*Task details*.
Write out the records that follow exactly. Do not include pictures.

Stored data:
○ ○ ○ ○ ○ ○ ○

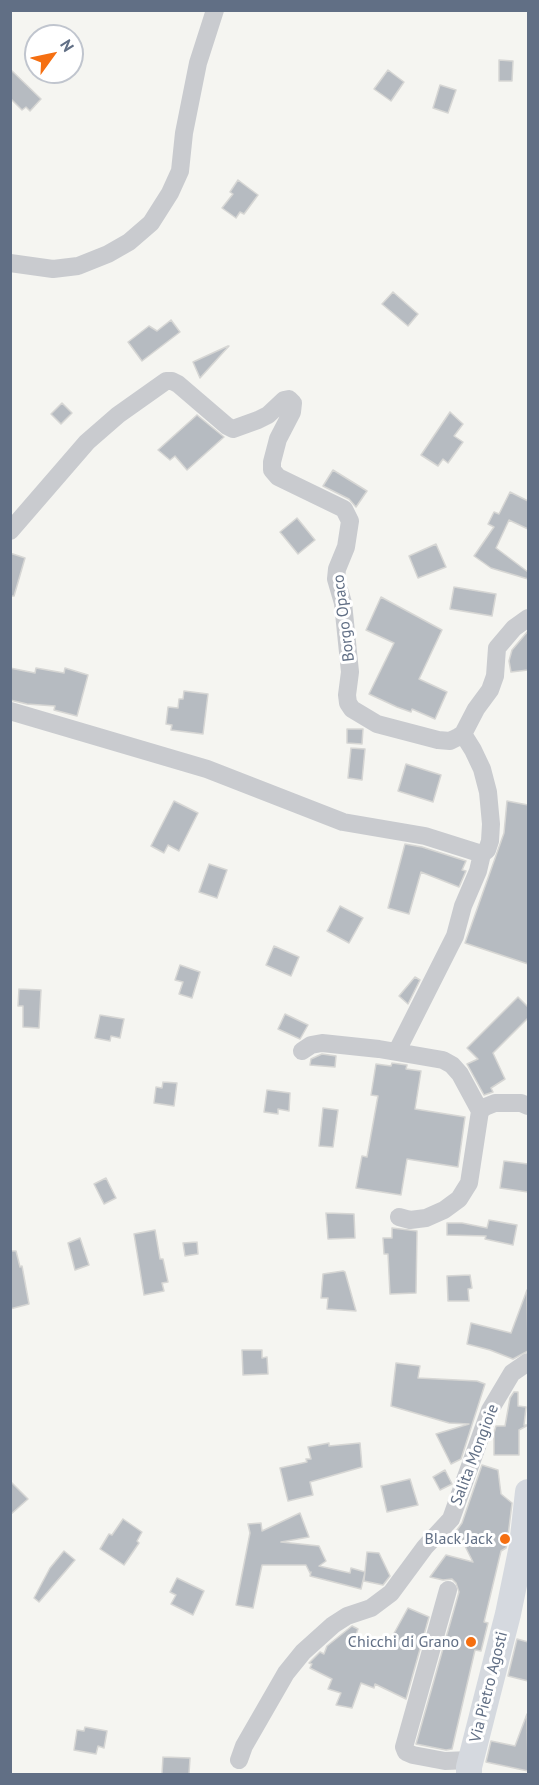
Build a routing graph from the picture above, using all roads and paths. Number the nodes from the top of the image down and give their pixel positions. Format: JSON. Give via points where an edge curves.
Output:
{"nodes":[{"id":1,"x":215,"y":10,"type":"edge"},
{"id":2,"x":10,"y":263,"type":"edge"},
{"id":3,"x":10,"y":531,"type":"edge"},
{"id":4,"x":528,"y":618,"type":"edge"},
{"id":5,"x":10,"y":711,"type":"edge"},
{"id":6,"x":463,"y":734,"type":"junction"},
{"id":7,"x":482,"y":854,"type":"junction"},
{"id":8,"x":302,"y":1051,"type":"dead end"},
{"id":9,"x":397,"y":1051,"type":"junction"},
{"id":10,"x":528,"y":1106,"type":"edge"},
{"id":11,"x":480,"y":1111,"type":"junction"},
{"id":12,"x":399,"y":1217,"type":"dead end"},
{"id":13,"x":528,"y":1362,"type":"edge"},
{"id":14,"x":528,"y":1492,"type":"edge"},
{"id":15,"x":448,"y":1590,"type":"dead end"},
{"id":16,"x":518,"y":1612,"type":"edge"},
{"id":17,"x":239,"y":1760,"type":"dead end"},
{"id":18,"x":470,"y":1767,"type":"edge"}],
"edges":[{"from":1,"to":2,"type":"street","via":[[198,63],[180,171],[151,223],[129,242],[78,266],[53,269]]},
{"from":3,"to":6,"type":"street","name":"Borgo Opaco","via":[[87,442],[166,381],[178,384],[233,429],[268,415],[289,399],[292,412],[278,439],[272,470],[278,477],[344,509],[350,521],[336,579],[343,603],[350,672],[348,703],[377,724],[438,740],[450,741]]},
{"from":4,"to":6,"type":"street","via":[[497,648],[490,690]]},
{"from":5,"to":7,"type":"street","via":[[207,769],[343,822],[425,836]]},
{"from":6,"to":7,"type":"street","via":[[482,770],[488,792],[490,841]]},
{"from":7,"to":9,"type":"street","via":[[455,936]]},
{"from":8,"to":9,"type":"street","via":[[322,1043]]},
{"from":9,"to":11,"type":"street","via":[[452,1065]]},
{"from":10,"to":11,"type":"street","via":[[495,1103]]},
{"from":11,"to":12,"type":"street","via":[[469,1183],[459,1199],[426,1218]]},
{"from":13,"to":17,"type":"street","name":"Salita Mongioie","via":[[512,1373],[490,1410],[450,1519],[391,1593],[333,1625],[303,1652],[286,1673]]},
{"from":14,"to":16,"type":"main road","name":"Via Pietro Agosti"},
{"from":15,"to":18,"type":"street","via":[[404,1747],[413,1755]]},
{"from":16,"to":18,"type":"main road","name":"Via Pietro Agosti"}]}
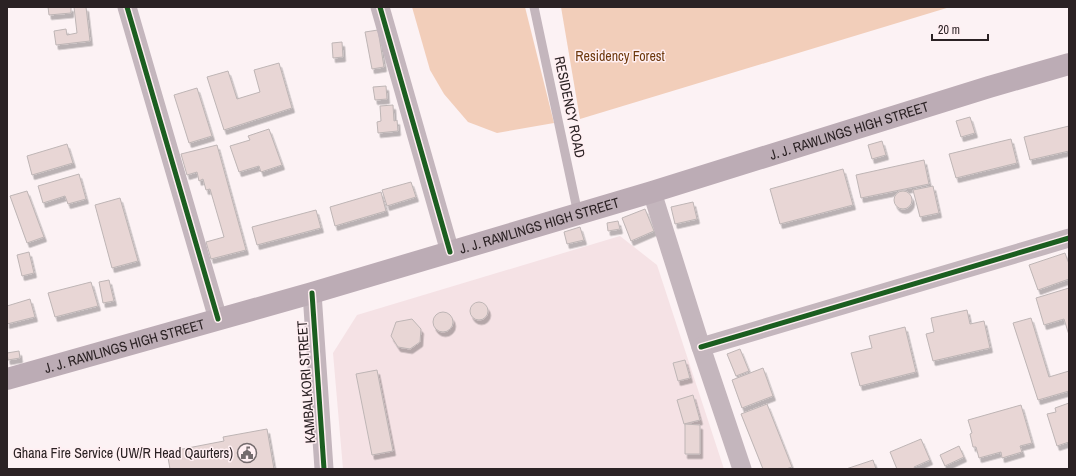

○ ○ ○ ○ ○ ○ ○

*Answer area*.
Build a routing graph from the picture above, using all roads and paths. Number the nodes from the top of the image down and give their pixel positions. Format: JSON. Give via points where an edge curves.
Output:
{"nodes":[{"id":1,"x":215,"y":10,"type":"edge"},
{"id":2,"x":10,"y":263,"type":"edge"},
{"id":3,"x":10,"y":531,"type":"edge"},
{"id":4,"x":528,"y":618,"type":"edge"},
{"id":5,"x":10,"y":711,"type":"edge"},
{"id":6,"x":463,"y":734,"type":"junction"},
{"id":7,"x":482,"y":854,"type":"junction"},
{"id":8,"x":302,"y":1051,"type":"dead end"},
{"id":9,"x":397,"y":1051,"type":"junction"},
{"id":10,"x":528,"y":1106,"type":"edge"},
{"id":11,"x":480,"y":1111,"type":"junction"},
{"id":12,"x":399,"y":1217,"type":"dead end"},
{"id":13,"x":528,"y":1362,"type":"edge"},
{"id":14,"x":528,"y":1492,"type":"edge"},
{"id":15,"x":448,"y":1590,"type":"dead end"},
{"id":16,"x":518,"y":1612,"type":"edge"},
{"id":17,"x":239,"y":1760,"type":"dead end"},
{"id":18,"x":470,"y":1767,"type":"edge"}],
"edges":[{"from":1,"to":2,"type":"street","via":[[198,63],[180,171],[151,223],[129,242],[78,266],[53,269]]},
{"from":3,"to":6,"type":"street","name":"Borgo Opaco","via":[[87,442],[166,381],[178,384],[233,429],[268,415],[289,399],[292,412],[278,439],[272,470],[278,477],[344,509],[350,521],[336,579],[343,603],[350,672],[348,703],[377,724],[438,740],[450,741]]},
{"from":4,"to":6,"type":"street","via":[[497,648],[490,690]]},
{"from":5,"to":7,"type":"street","via":[[207,769],[343,822],[425,836]]},
{"from":6,"to":7,"type":"street","via":[[482,770],[488,792],[490,841]]},
{"from":7,"to":9,"type":"street","via":[[455,936]]},
{"from":8,"to":9,"type":"street","via":[[322,1043]]},
{"from":9,"to":11,"type":"street","via":[[452,1065]]},
{"from":10,"to":11,"type":"street","via":[[495,1103]]},
{"from":11,"to":12,"type":"street","via":[[469,1183],[459,1199],[426,1218]]},
{"from":13,"to":17,"type":"street","name":"Salita Mongioie","via":[[512,1373],[490,1410],[450,1519],[391,1593],[333,1625],[303,1652],[286,1673]]},
{"from":14,"to":16,"type":"main road","name":"Via Pietro Agosti"},
{"from":15,"to":18,"type":"street","via":[[404,1747],[413,1755]]},
{"from":16,"to":18,"type":"main road","name":"Via Pietro Agosti"}]}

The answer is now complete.